Skip CVNA Stock. Carvana’s Problems Only Get Worse From Here!
It’s hard to even know where to begin when detailing the difficulties surrounding Carvana’s (NYSE:CVNA) stock.
First of all, the company has legal issues to deal with in Michigan and Pennsylvania. Additionally, the U.S. Federal Reserve will probably continue to raise interest rates. These difficulties should cause prospective investors to think twice about buying CVNA stock.
To put it simply, Carvana operates an e-commerce platform for purchasing and selling vehicles in the U.S. Now, you might assume that this should be a high-conviction business model. After all, most people need a car and everybody likes a bargain, right?
Yet, customers might choose to put off buying a vehicle if the conditions are unfavorable. This will likely be the case for the remainder of 2022 and into 2023, and Carvana’s problems are very likely to get worse, not better.
What’s Happening with CVNA Stock?
We’d hate to call CVNA stock a ten-car pileup, but there’s really no better way to describe the price action. The shares cost over $50 apiece just a couple of months ago but were recently spotted trading for just $15 and change.

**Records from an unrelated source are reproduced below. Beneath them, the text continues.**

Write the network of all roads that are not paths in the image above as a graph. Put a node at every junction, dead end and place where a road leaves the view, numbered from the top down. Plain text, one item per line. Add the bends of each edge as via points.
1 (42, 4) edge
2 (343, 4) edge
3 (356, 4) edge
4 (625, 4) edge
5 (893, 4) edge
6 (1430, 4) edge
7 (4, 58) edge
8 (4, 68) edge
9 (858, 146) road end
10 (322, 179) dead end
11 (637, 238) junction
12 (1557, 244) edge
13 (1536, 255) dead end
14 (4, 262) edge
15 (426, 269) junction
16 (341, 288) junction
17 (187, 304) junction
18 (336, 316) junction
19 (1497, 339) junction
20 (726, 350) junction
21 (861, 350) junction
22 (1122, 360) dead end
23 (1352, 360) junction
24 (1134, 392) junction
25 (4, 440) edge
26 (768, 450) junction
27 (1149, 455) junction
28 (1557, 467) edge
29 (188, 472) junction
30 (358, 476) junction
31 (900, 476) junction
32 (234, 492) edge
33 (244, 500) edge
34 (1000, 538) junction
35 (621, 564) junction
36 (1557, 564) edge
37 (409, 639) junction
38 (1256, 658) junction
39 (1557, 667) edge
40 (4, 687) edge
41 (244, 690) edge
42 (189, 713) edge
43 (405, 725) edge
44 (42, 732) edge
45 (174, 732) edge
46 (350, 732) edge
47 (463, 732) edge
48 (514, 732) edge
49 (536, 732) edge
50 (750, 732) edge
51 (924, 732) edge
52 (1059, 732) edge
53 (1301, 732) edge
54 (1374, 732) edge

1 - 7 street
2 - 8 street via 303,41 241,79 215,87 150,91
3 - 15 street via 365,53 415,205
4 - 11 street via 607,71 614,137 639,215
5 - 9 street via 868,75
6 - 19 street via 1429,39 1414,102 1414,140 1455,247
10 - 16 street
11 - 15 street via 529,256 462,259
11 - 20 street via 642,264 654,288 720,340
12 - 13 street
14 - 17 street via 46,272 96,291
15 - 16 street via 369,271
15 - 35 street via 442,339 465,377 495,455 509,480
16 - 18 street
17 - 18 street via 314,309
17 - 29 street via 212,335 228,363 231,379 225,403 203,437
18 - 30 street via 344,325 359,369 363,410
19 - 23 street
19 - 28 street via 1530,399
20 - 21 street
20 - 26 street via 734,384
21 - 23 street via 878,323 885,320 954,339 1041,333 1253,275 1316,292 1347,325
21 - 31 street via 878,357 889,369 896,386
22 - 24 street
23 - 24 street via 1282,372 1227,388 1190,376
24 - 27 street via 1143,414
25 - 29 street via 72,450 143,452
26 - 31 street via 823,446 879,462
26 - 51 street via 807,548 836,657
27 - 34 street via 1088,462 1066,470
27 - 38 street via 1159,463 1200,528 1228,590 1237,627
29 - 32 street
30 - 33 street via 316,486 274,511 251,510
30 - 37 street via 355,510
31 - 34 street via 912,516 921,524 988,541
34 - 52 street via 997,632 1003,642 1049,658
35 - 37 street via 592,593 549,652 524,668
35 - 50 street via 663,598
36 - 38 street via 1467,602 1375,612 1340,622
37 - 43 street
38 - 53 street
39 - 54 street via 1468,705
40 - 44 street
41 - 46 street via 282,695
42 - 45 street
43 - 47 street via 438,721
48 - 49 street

Before you decide that Carvana could be the turnaround story of the year, consider the glaring red flags. For example, Truist analyst Naved Khan recently observed that macro-level trends, including elevated inflation and supply chain constraints, “have continued to put pressure on the auto industry as a whole.”
Here are a couple more red flags to bear in mind. First, a Carvana dealership in Michigan was reportedly “shut down due to violations of state law,” with Carvana characterizing its legal transgression as a “technical paperwork violation involving title and transfer issues.”
That’s not Carvana’s only legal problem, by the way. The company also has to deal with a class-action lawsuit in Pennsylvania, reportedly pertaining to “alleged late vehicle registrations.”
The Federal Reserve Will Make It Hard for Carvana to Succeed
On top of all those issues, Carvana currently has to deal with a Federal Reserve that’s aggressively hiking interest rates. Some consumers, without a doubt, are already cutting back on purchases as a result of elevated inflation. Now, they’ll be even less likely to purchase a vehicle as they’ll probably have to pay a higher interest rate on a loan.
When he reduced his price target on CVNA stock, Khan seemed to refer to this problem. He wrote that Truist Securities analysts “have seen reduced affordability tempering consumer demand for autos and contributing to softness in pricing.”
Khan didn’t directly mention interest rate hikes here. However, there’s little doubt that the Federal Reserve’s aggressiveness is a contributing factor. So far in 2022, the central bank has raised interest-loan rates from 3% to 3.25%.
Moreover, the Federal Reserve seems intent on raising the federal funds rate to 4.6% in 2023. This suggests further upward pressure on auto-loan interest payments for consumers, which won’t help Carvana at all.
What You Can Do Now
It won’t be easy for Carvana to thrive when the nation’s central bank is making it more expensive to take out an auto loan. This, along with high inflation and supply-chain disruptions, are all problems that Carvana will have to deal with.
Plus, there are the legal situations in Michigan and Pennsylvania to contend with. It’s just one difficulty after another for Carvana, and you can make your life easier by simply steering clear of CVNA stock.
On the date of publication, neither Louis Navellier nor the InvestorPlace Research Staff member primarily responsible for this article held (either directly or indirectly) any positions in the securities mentioned in this article.